From: bugzilla-daemon@kernel.org
To: linux-scsi@vger.kernel.org
Subject: [Bug 220504] New: [BUG] aacraid: DMA mapping leak in aac_send_raw_srb() causes eventual -ENOMEM failure
Date: Wed, 27 Aug 2025 05:34:34 +0000 [thread overview]
Message-ID: <bug-220504-11613@https.bugzilla.kernel.org/> (raw)
https://bugzilla.kernel.org/show_bug.cgi?id=220504
Bug ID: 220504
Summary: [BUG] aacraid: DMA mapping leak in aac_send_raw_srb()

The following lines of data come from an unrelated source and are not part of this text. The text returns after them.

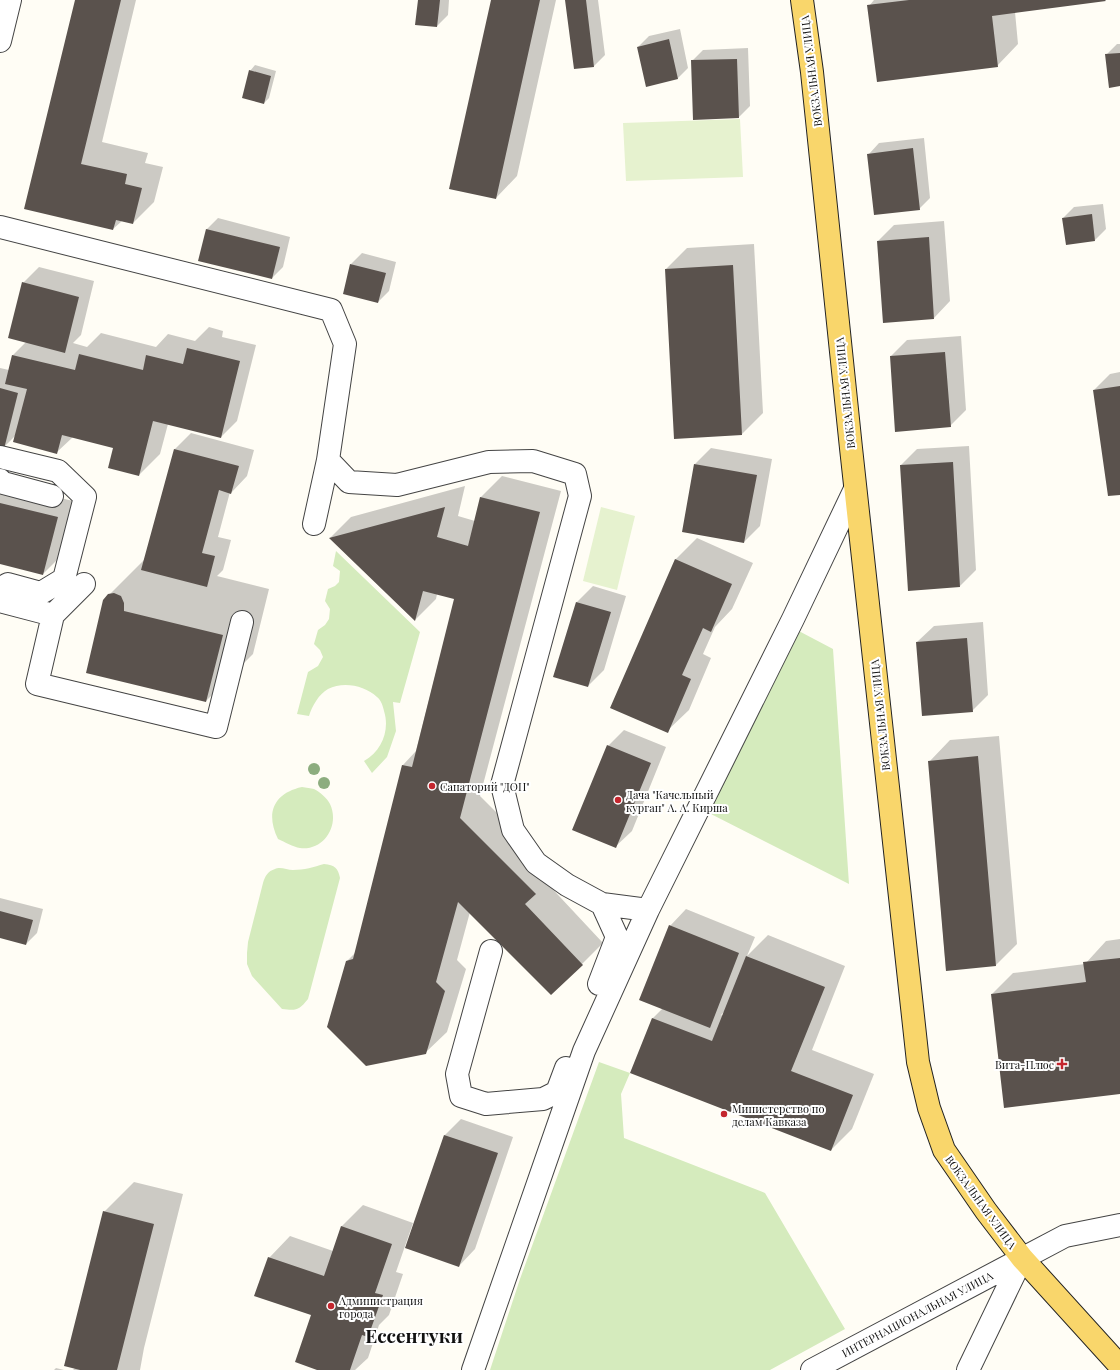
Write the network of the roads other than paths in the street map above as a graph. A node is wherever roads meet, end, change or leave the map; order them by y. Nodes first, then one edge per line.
1 (10, 0) edge
2 (802, 0) edge
3 (0, 41) edge
4 (0, 227) edge
5 (0, 457) edge
6 (328, 460) junction
7 (0, 480) edge
8 (855, 489) junction
9 (52, 496) dead end
10 (314, 524) dead end
11 (84, 584) dead end
12 (0, 589) edge
13 (0, 601) edge
14 (53, 615) junction
15 (242, 622) dead end
16 (602, 904) junction
17 (648, 910) junction
18 (491, 951) dead end
19 (1120, 1225) edge
20 (1022, 1258) junction
21 (1120, 1366) edge
22 (473, 1370) edge
23 (812, 1370) edge
24 (968, 1370) edge

1 - 3 street
2 - 8 main road, ВОКЗАЛЬНАЯ УЛИЦА
4 - 6 street
5 - 12 street
6 - 10 street
6 - 16 street
7 - 9 street
8 - 17 street
8 - 20 main road, ВОКЗАЛЬНАЯ УЛИЦА
11 - 14 street
13 - 14 street
14 - 15 street
16 - 17 street
16 - 18 street
17 - 22 street
19 - 20 street, ИНТЕРНАЦИОНАЛЬНАЯ УЛИЦА
20 - 21 main road, ВОКЗАЛЬНАЯ УЛИЦА
20 - 23 street, ИНТЕРНАЦИОНАЛЬНАЯ УЛИЦА
20 - 24 street

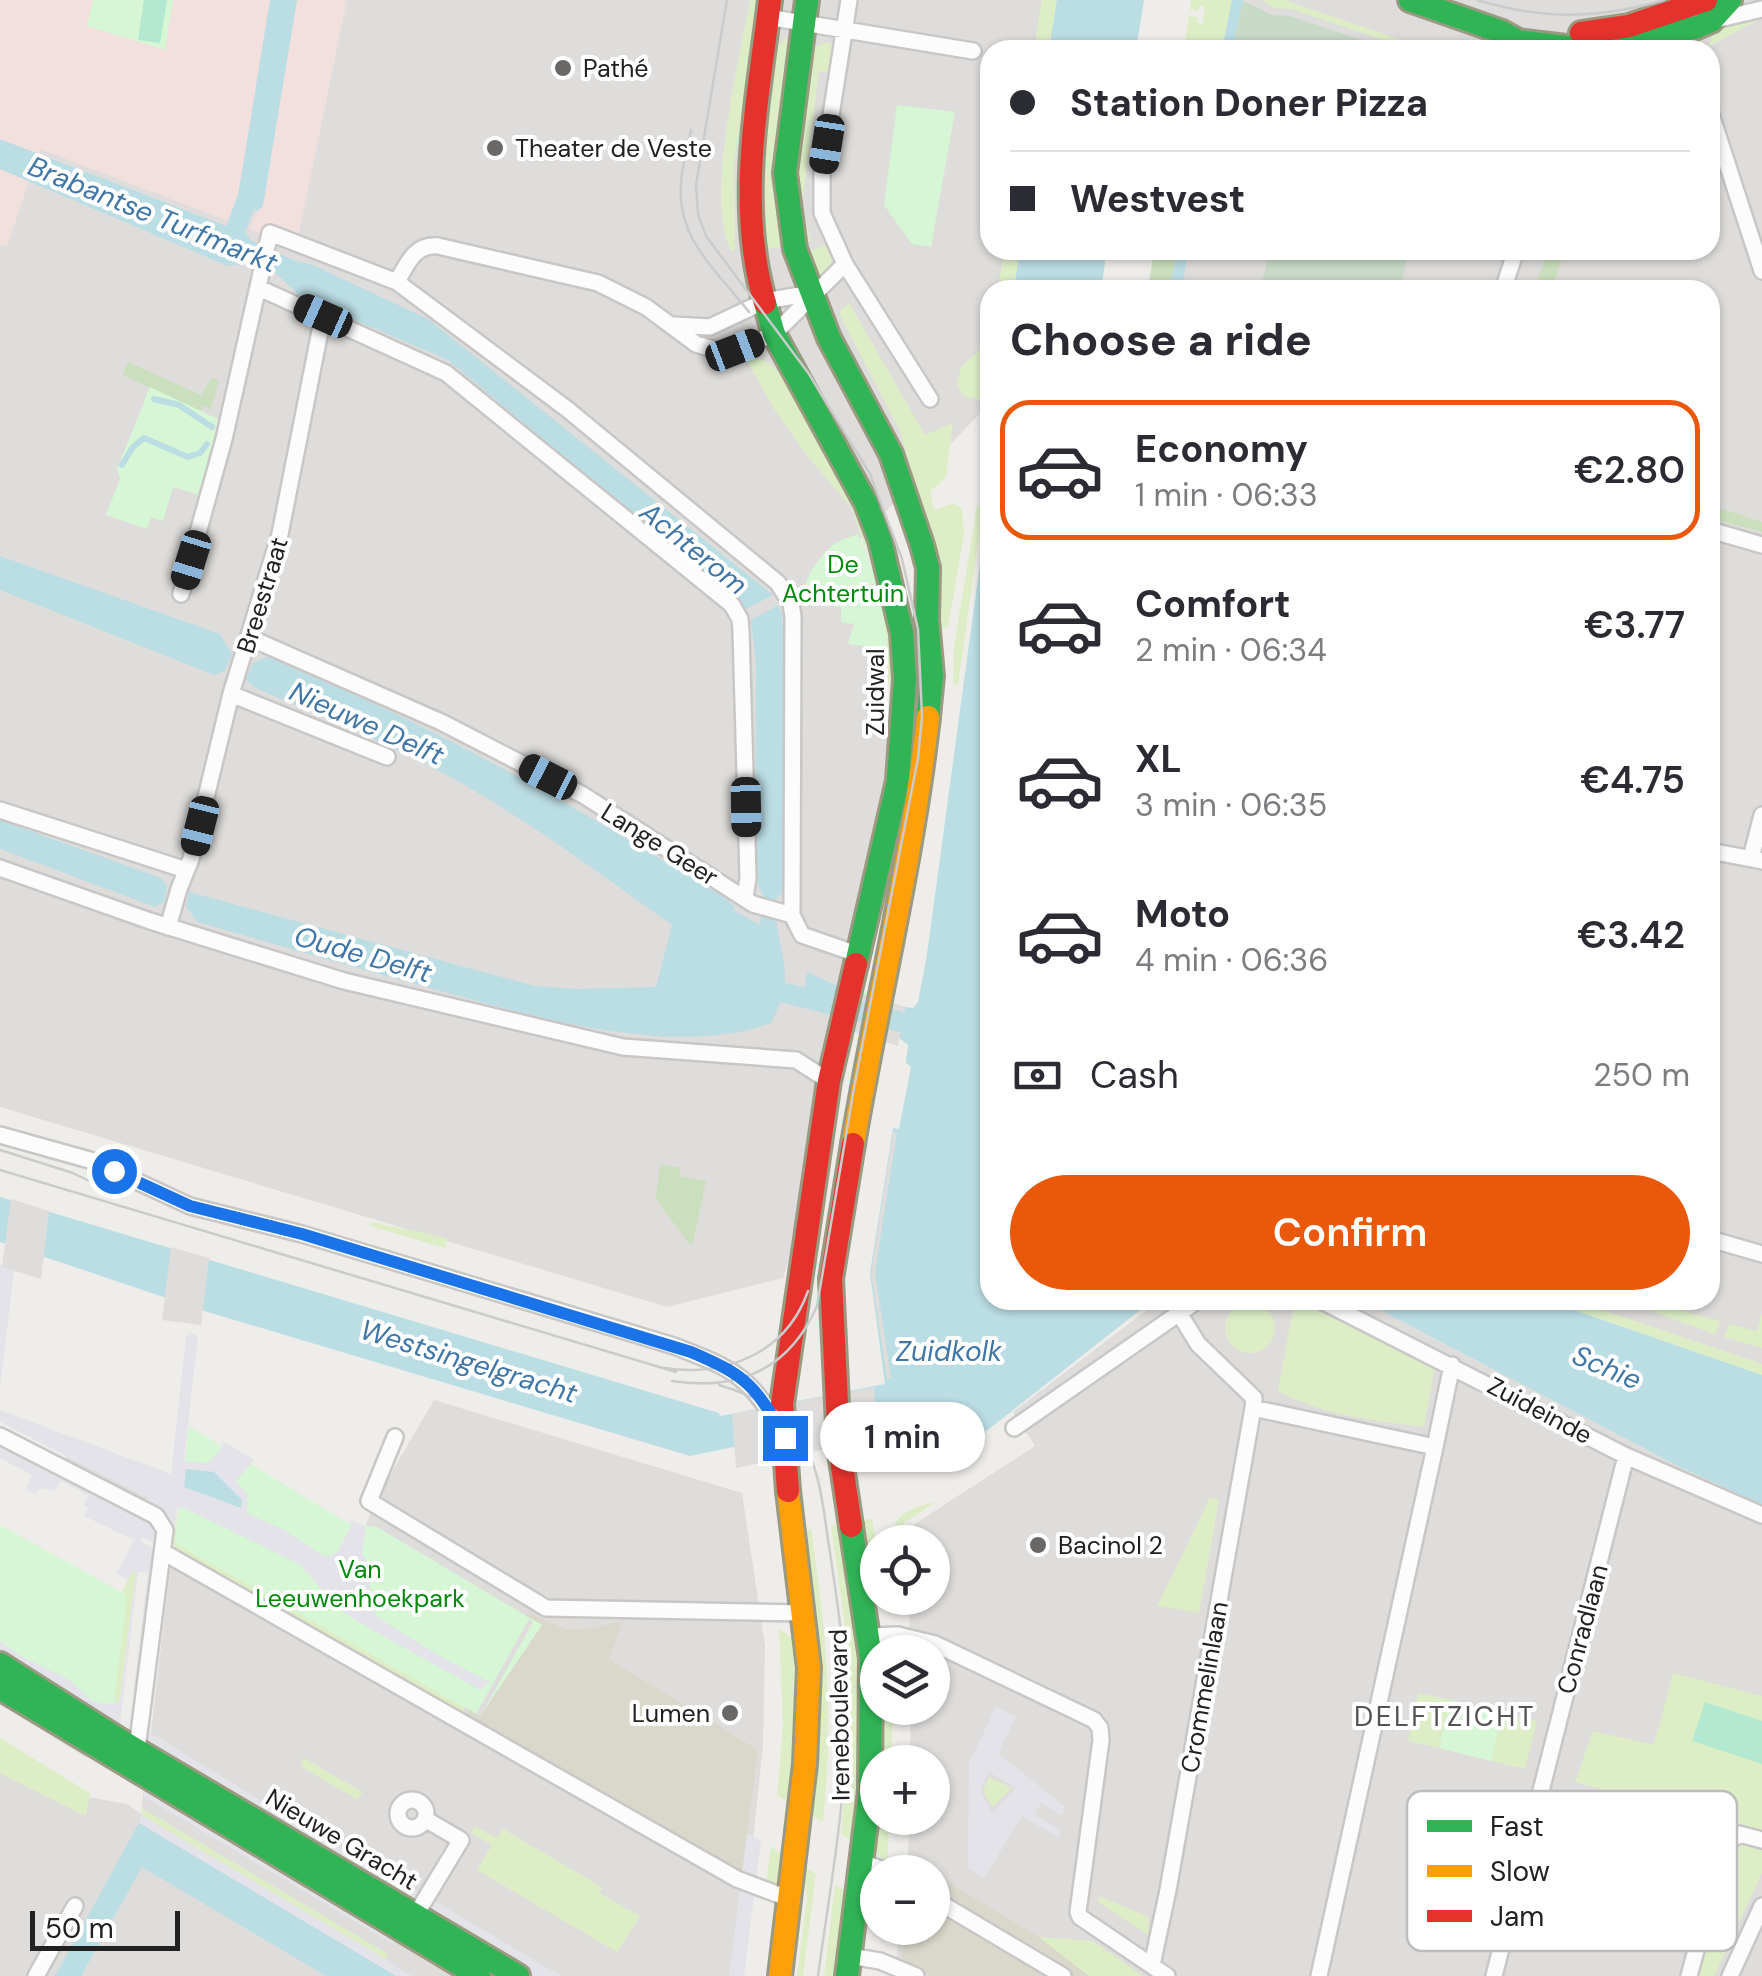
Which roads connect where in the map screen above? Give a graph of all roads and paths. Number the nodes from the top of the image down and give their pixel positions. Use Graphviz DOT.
graph roads {
  1 [pos="806,0"];
  2 [pos="849,0"];
  3 [pos="1410,0"];
  4 [pos="1730,0"];
  5 [pos="1708,6"];
  6 [pos="769,9"];
  7 [pos="1762,9"];
  8 [pos="804,25"];
  9 [pos="844,31"];
  10 [pos="1515,40"];
  11 [pos="1581,40"];
  12 [pos="1687,40"];
  13 [pos="972,51"];
  14 [pos="1720,142"];
  15 [pos="845,264"];
  16 [pos="1762,270"];
  17 [pos="396,282"];
  18 [pos="259,288"];
  19 [pos="812,293"];
  20 [pos="765,301"];
  21 [pos="323,316"];
  22 [pos="672,325"];
  23 [pos="774,334"];
  24 [pos="930,399"];
  25 [pos="1720,533"];
  26 [pos="1762,545"];
  27 [pos="181,594"];
  28 [pos="248,645"];
  29 [pos="233,688"];
  30 [pos="387,758"];
  31 [pos="0,810"];
  32 [pos="1762,814"];
  33 [pos="1720,853"];
  34 [pos="1757,860"];
  35 [pos="0,868"];
  36 [pos="186,870"];
  37 [pos="745,898"];
  38 [pos="777,912"];
  39 [pos="168,927"];
  40 [pos="860,955"];
  41 [pos="829,1082"];
  42 [pos="0,1135"];
  43 [pos="1720,1242"];
  44 [pos="1762,1254"];
  45 [pos="1183,1310"];
  46 [pos="1340,1310"];
  47 [pos="1179,1313"];
  48 [pos="1452,1365"];
  49 [pos="836,1394"];
  50 [pos="775,1406"];
  51 [pos="1253,1408"];
  52 [pos="1014,1428"];
  53 [pos="0,1436"];
  54 [pos="396,1437"];
  55 [pos="1436,1446"];
  56 [pos="1626,1456"];
  57 [pos="1762,1515"];
  58 [pos="163,1552"];
  59 [pos="804,1613"];
  60 [pos="868,1635"];
  61 [pos="950,1651"];
  62 [pos="0,1664"];
  63 [pos="0,1688"];
  64 [pos="872,1725"];
  65 [pos="129,1756"];
  66 [pos="1541,1791"];
  67 [pos="425,1819"];
  68 [pos="1737,1836"];
  69 [pos="1762,1840"];
  70 [pos="863,1855"];
  71 [pos="860,1877"];
  72 [pos="790,1899"];
  73 [pos="75,1906"];
  74 [pos="1762,1906"];
  75 [pos="950,1909"];
  76 [pos="411,1924"];
  77 [pos="1500,1951"];
  78 [pos="1696,1951"];
  79 [pos="1152,1965"];
  80 [pos="848,1966"];
  81 [pos="36,1976"];
  82 [pos="479,1976"];
  83 [pos="518,1976"];
  84 [pos="780,1976"];
  85 [pos="916,1976"];
  86 [pos="1063,1976"];
  87 [pos="1167,1976"];
  88 [pos="1319,1976"];
  89 [pos="1494,1976"];
  90 [pos="1689,1976"];
  91 [pos="1730,1976"];
  1 -- 8 [label="main road, Zuidwal"];
  2 -- 9 [label="street"];
  3 -- 10 [label="main road"];
  4 -- 5 [label="main road"];
  5 -- 7 [label="street"];
  5 -- 11 [label="main road"];
  5 -- 12 [label="main road"];
  6 -- 8 [label="street"];
  6 -- 20 [label="main road, Zuidwal"];
  8 -- 9 [label="street"];
  8 -- 19 [label="main road, Zuidwal"];
  9 -- 13 [label="street"];
  9 -- 15 [label="street"];
  14 -- 16 [label="street"];
  15 -- 19 [label="street"];
  15 -- 24 [label="street"];
  17 -- 18 [label="street"];
  17 -- 22 [label="street"];
  17 -- 38 [label="street"];
  18 -- 21 [label="street"];
  18 -- 27 [label="street"];
  19 -- 20 [label="street"];
  19 -- 23 [label="street"];
  19 -- 49 [label="main road, Zuidwal"];
  20 -- 22 [label="street"];
  20 -- 23 [label="main road, Zuidwal"];
  21 -- 28 [label="street, Breestraat"];
  21 -- 37 [label="street"];
  22 -- 23 [label="street"];
  23 -- 40 [label="main road, Zuidwal"];
  25 -- 26 [label="street"];
  28 -- 29 [label="street, Breestraat"];
  28 -- 37 [label="street, Lange Geer"];
  29 -- 30 [label="street"];
  29 -- 36 [label="street, Breestraat"];
  31 -- 36 [label="street"];
  32 -- 34 [label="street"];
  33 -- 34 [label="street"];
  35 -- 39 [label="street"];
  36 -- 39 [label="street"];
  37 -- 38 [label="street, Lange Geer"];
  38 -- 40 [label="street"];
  39 -- 41 [label="street"];
  40 -- 41 [label="main road, Zuidwal"];
  41 -- 50 [label="main road, Zuidwal"];
  42 -- 50 [label="street"];
  43 -- 44 [label="street"];
  45 -- 47 [label="street"];
  46 -- 48 [label="street, Zuideinde"];
  47 -- 51 [label="street"];
  47 -- 52 [label="street"];
  48 -- 55 [label="street"];
  48 -- 56 [label="street, Zuideinde"];
  49 -- 60 [label="main road, Ireneboulevard"];
  50 -- 59 [label="main road, Ireneboulevard"];
  51 -- 55 [label="street"];
  51 -- 79 [label="street, Crommelinlaan"];
  53 -- 58 [label="street"];
  54 -- 59 [label="street"];
  55 -- 88 [label="street"];
  56 -- 57 [label="street, Zuideinde"];
  56 -- 66 [label="street, Conradlaan"];
  58 -- 65 [label="street"];
  58 -- 72 [label="street"];
  59 -- 72 [label="main road, Ireneboulevard"];
  61 -- 79 [label="street"];
  62 -- 65 [label="main road"];
  63 -- 65 [label="main road"];
  64 -- 70 [label="main road, Ireneboulevard"];
  65 -- 76 [label="main road, Nieuwe Gracht"];
  67 -- 76 [label="street"];
  68 -- 69 [label="street"];
  71 -- 80 [label="main road, Ireneboulevard"];
  72 -- 84 [label="main road, Ireneboulevard"];
  73 -- 81 [label="street"];
  74 -- 91 [label="street"];
  75 -- 86 [label="street"];
  76 -- 82 [label="main road, Nieuwe Gracht"];
  76 -- 83 [label="main road, Nieuwe Gracht"];
  77 -- 89 [label="street, Conradlaan"];
  78 -- 90 [label="street"];
  79 -- 87 [label="street"];
  80 -- 85 [label="street"];
}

causes eventual -ENOMEM failure
Product: SCSI Drivers
Version: 2.5
Hardware: All
OS: Linux
Status: NEW
Severity: high
Priority: P3
Component: AACRAID
Assignee: scsi_drivers-aacraid@kernel-bugs.osdl.org
Reporter: shobu@ume2001.com
Regression: No
Created attachment 308556
--> https://bugzilla.kernel.org/attachment.cgi?id=308556&action=edit
Please refer to the details in the "Attachments" section of the main text
# Summary
On systems using the aacraid driver, repeated execution of FSACTL_SEND_RAW_SRB
ioctls, such as from smartctl -d aacraid,..., triggers a DMA mapping leak in
the aac_send_raw_srb() function. Over time, this exhausts DMA resources,
leading to allocation failures (-ENOMEM, reported as -12) and eventual system
instability or crash.
## Description
The aac_send_raw_srb() function in drivers/scsi/aacraid/commctrl.c is
responsible for handling raw SRB commands from userspace. When processing a
command with a scatter/gather (SG) list, the function iterates through the
list, allocates kernel memory for each entry (kmalloc), and maps it for DMA
using dma_map_single.
However, the corresponding dma_unmap_single call is missing from all code
paths, including both the success and error-handling (cleanup) paths.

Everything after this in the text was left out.